→ **WHAT THE TASK ASKS**
Only the text of the records, copied exactly, is wanted; no pictures.

Segment Open

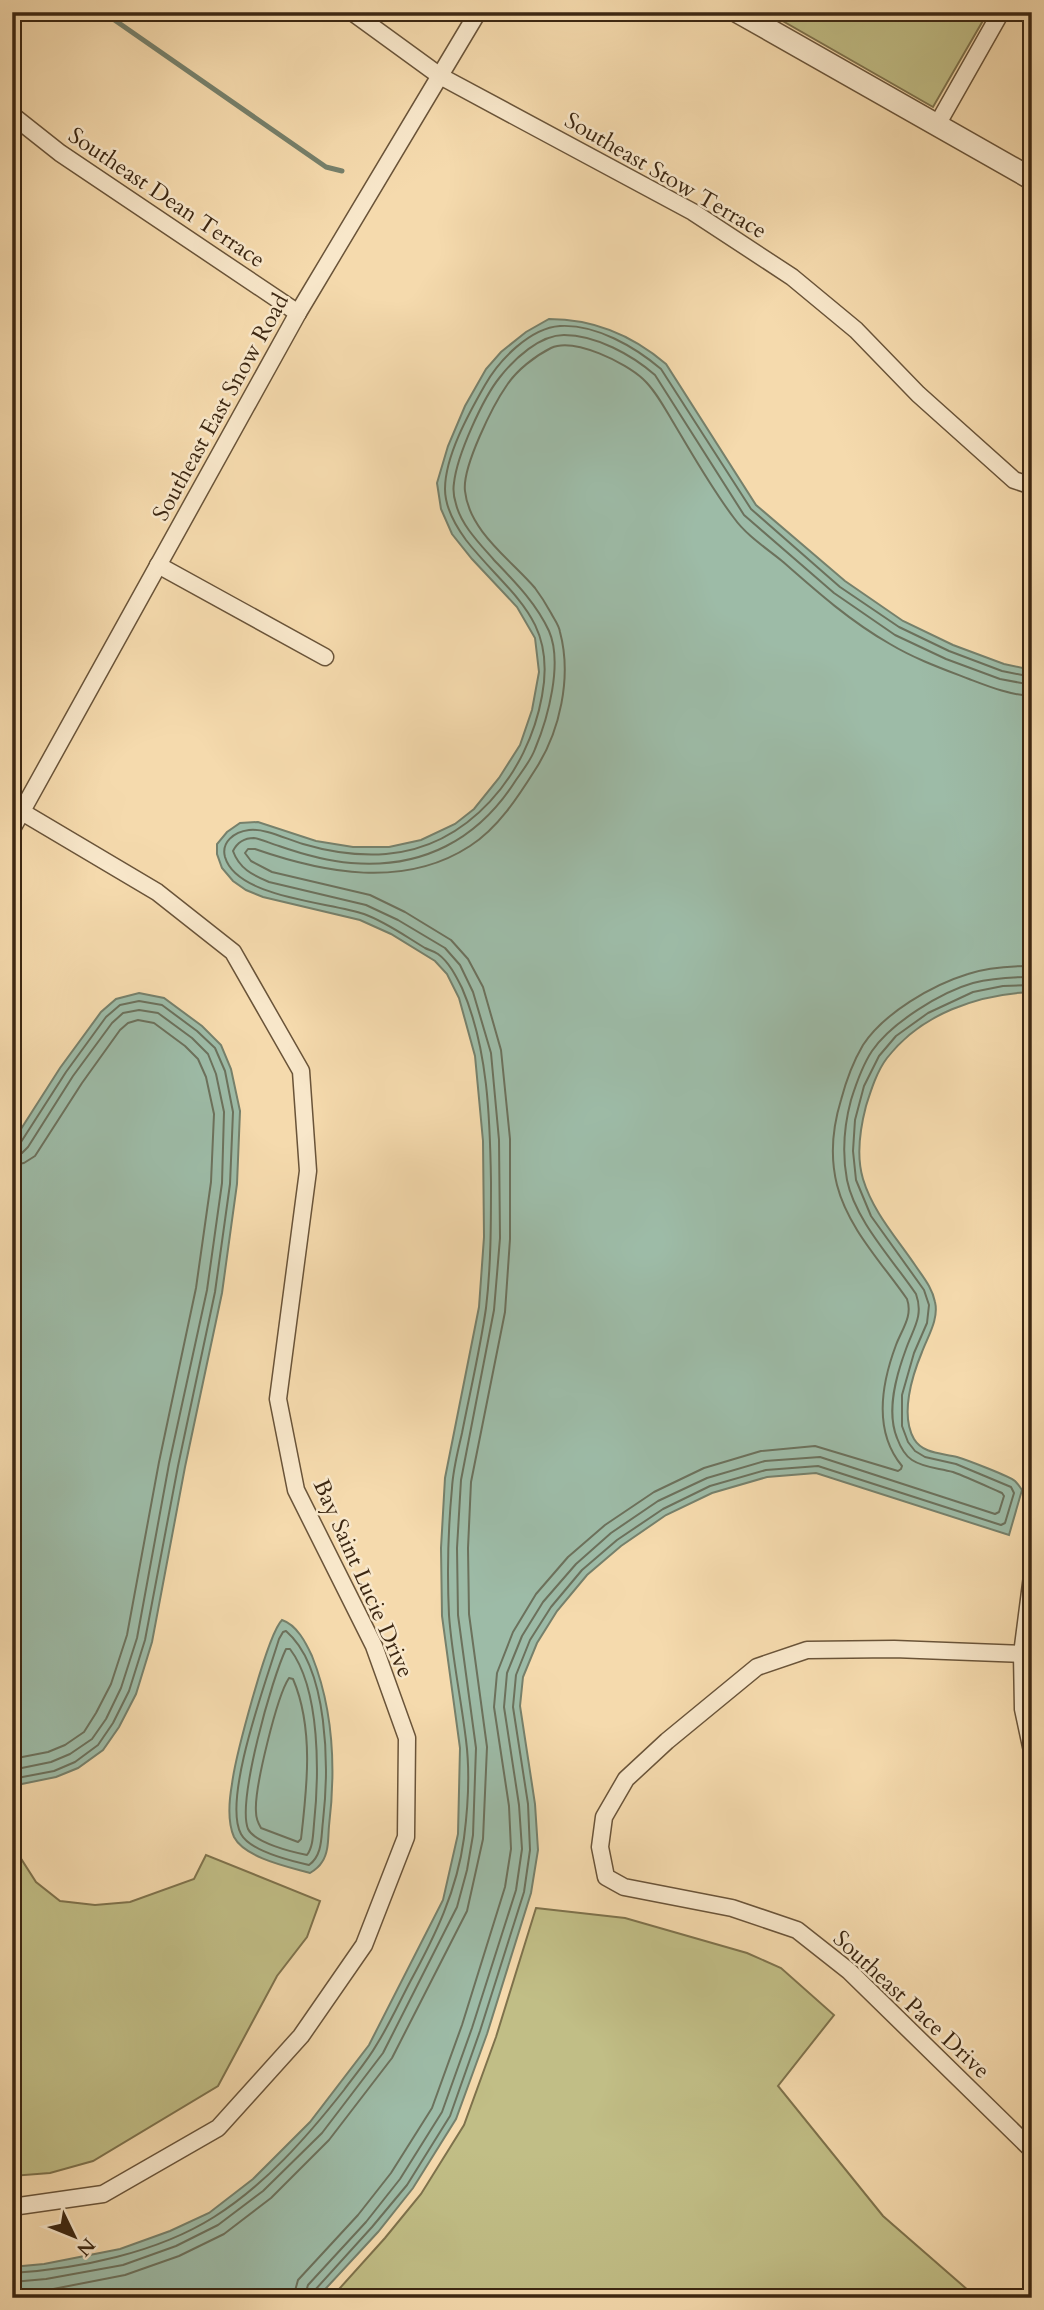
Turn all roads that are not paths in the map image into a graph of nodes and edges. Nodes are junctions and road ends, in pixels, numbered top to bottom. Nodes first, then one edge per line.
1 (352, 12) edge
2 (478, 12) edge
3 (738, 12) edge
4 (1001, 12) edge
5 (440, 76) junction
6 (12, 115) edge
7 (937, 125) junction
8 (1032, 179) edge
9 (298, 313) junction
10 (1032, 486) edge
11 (158, 565) junction
12 (325, 657) dead end
13 (17, 809) edge
14 (12, 829) edge
15 (1032, 1576) edge
16 (1022, 1654) junction
17 (1032, 1751) edge
18 (1032, 2150) edge
19 (12, 2207) edge

1 - 5 street, Southeast Stow Terrace
2 - 5 street, Southeast East Snow Road
3 - 7 street
4 - 7 street
5 - 9 street, Southeast East Snow Road
5 - 10 street, Southeast Stow Terrace
6 - 9 street, Southeast Dean Terrace
7 - 8 street
9 - 11 street, Southeast East Snow Road
11 - 12 street
11 - 13 street, Southeast East Snow Road
13 - 14 street, Southeast East Snow Road
13 - 19 street, Bay Saint Lucie Drive
15 - 16 street
16 - 17 street
16 - 18 street, Southeast Pace Drive

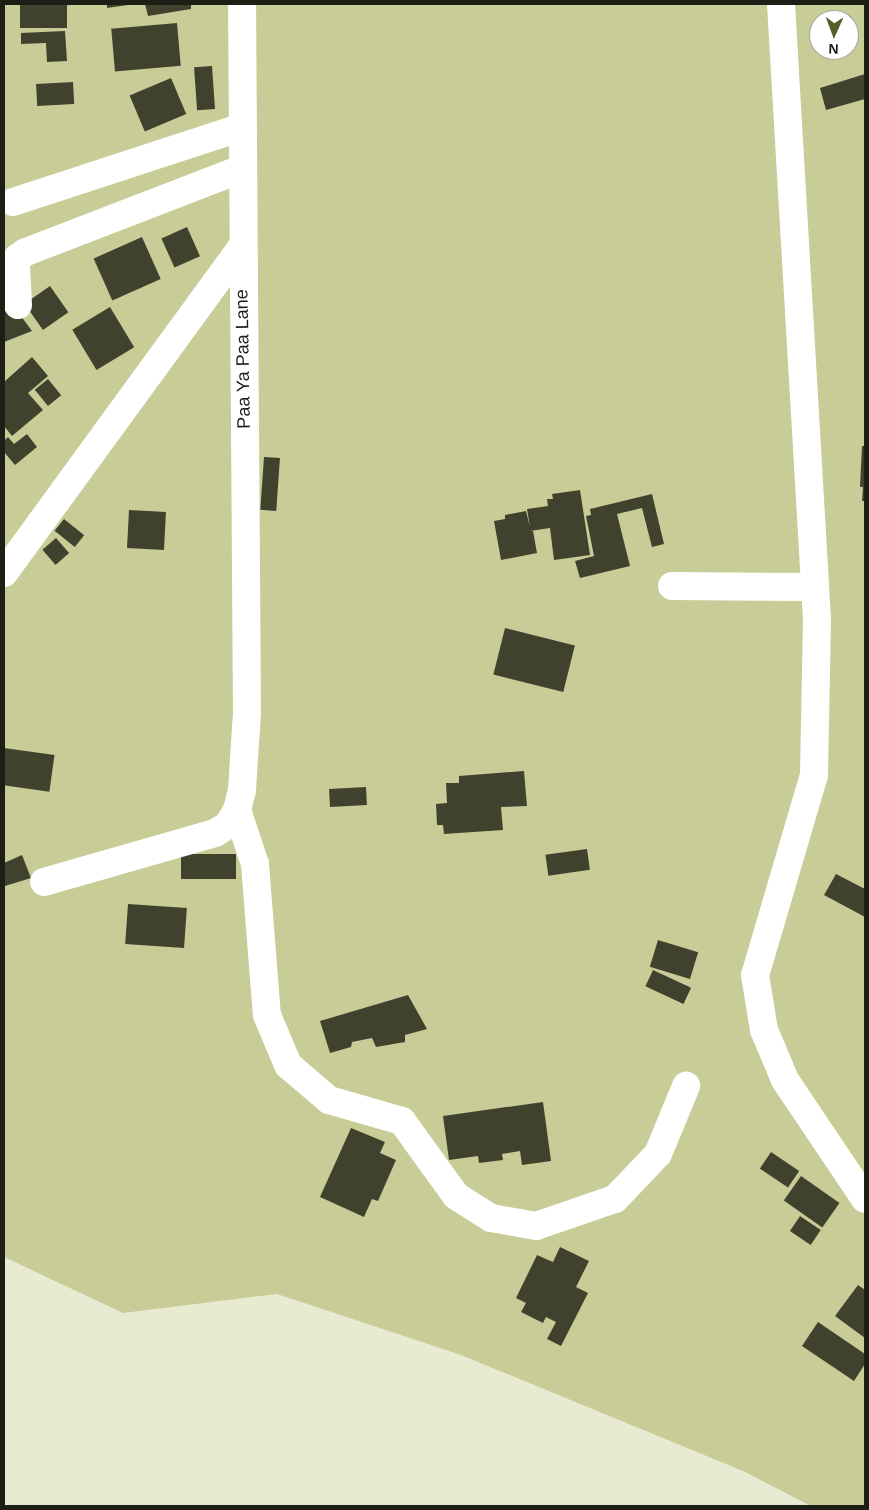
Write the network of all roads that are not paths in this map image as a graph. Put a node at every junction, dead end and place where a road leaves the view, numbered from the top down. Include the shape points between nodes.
1 (242, 4) edge
2 (781, 4) edge
3 (240, 128) junction
4 (241, 169) junction
5 (13, 202) dead end
6 (242, 247) junction
7 (18, 305) dead end
8 (4, 573) edge
9 (672, 586) dead end
10 (815, 587) junction
11 (237, 810) junction
12 (44, 882) dead end
13 (686, 1086) dead end
14 (865, 1199) edge

1 - 3 street, Paa Ya Paa Lane
2 - 10 street
3 - 4 street, Paa Ya Paa Lane
3 - 5 street
4 - 6 street, Paa Ya Paa Lane
4 - 7 street via 26,252 18,257 16,265
6 - 8 street
6 - 11 street, Paa Ya Paa Lane via 246,713 242,790
9 - 10 street
10 - 14 street via 814,775 755,975 764,1030 785,1080
11 - 12 street via 228,824 215,833
11 - 13 street via 255,864 267,1015 288,1065 329,1100 402,1121 456,1196 491,1218 536,1226 616,1199 658,1154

Segment Closed

→ **WRITTEN SOLUTION**
Turn all roads that are not paths in the map image into a graph of nodes and edges. Nodes are junctions and road ends, in pixels, numbered top to bottom. Nodes first, then one edge per line.
1 (352, 12) edge
2 (478, 12) edge
3 (738, 12) edge
4 (1001, 12) edge
5 (440, 76) junction
6 (12, 115) edge
7 (937, 125) junction
8 (1032, 179) edge
9 (298, 313) junction
10 (1032, 486) edge
11 (158, 565) junction
12 (325, 657) dead end
13 (17, 809) edge
14 (12, 829) edge
15 (1032, 1576) edge
16 (1022, 1654) junction
17 (1032, 1751) edge
18 (1032, 2150) edge
19 (12, 2207) edge

1 - 5 street, Southeast Stow Terrace
2 - 5 street, Southeast East Snow Road
3 - 7 street
4 - 7 street
5 - 9 street, Southeast East Snow Road
5 - 10 street, Southeast Stow Terrace
6 - 9 street, Southeast Dean Terrace
7 - 8 street
9 - 11 street, Southeast East Snow Road
11 - 12 street
11 - 13 street, Southeast East Snow Road
13 - 14 street, Southeast East Snow Road
13 - 19 street, Bay Saint Lucie Drive
15 - 16 street
16 - 17 street
16 - 18 street, Southeast Pace Drive

Write the network of all roads that are not paths in this map image as a graph. Put a node at every junction, dead end and place where a road leaves the view, numbered from the top down. Include the shape points between nodes.
1 (242, 4) edge
2 (781, 4) edge
3 (240, 128) junction
4 (241, 169) junction
5 (13, 202) dead end
6 (242, 247) junction
7 (18, 305) dead end
8 (4, 573) edge
9 (672, 586) dead end
10 (815, 587) junction
11 (237, 810) junction
12 (44, 882) dead end
13 (686, 1086) dead end
14 (865, 1199) edge

1 - 3 street, Paa Ya Paa Lane
2 - 10 street
3 - 4 street, Paa Ya Paa Lane
3 - 5 street
4 - 6 street, Paa Ya Paa Lane
4 - 7 street via 26,252 18,257 16,265
6 - 8 street
6 - 11 street, Paa Ya Paa Lane via 246,713 242,790
9 - 10 street
10 - 14 street via 814,775 755,975 764,1030 785,1080
11 - 12 street via 228,824 215,833
11 - 13 street via 255,864 267,1015 288,1065 329,1100 402,1121 456,1196 491,1218 536,1226 616,1199 658,1154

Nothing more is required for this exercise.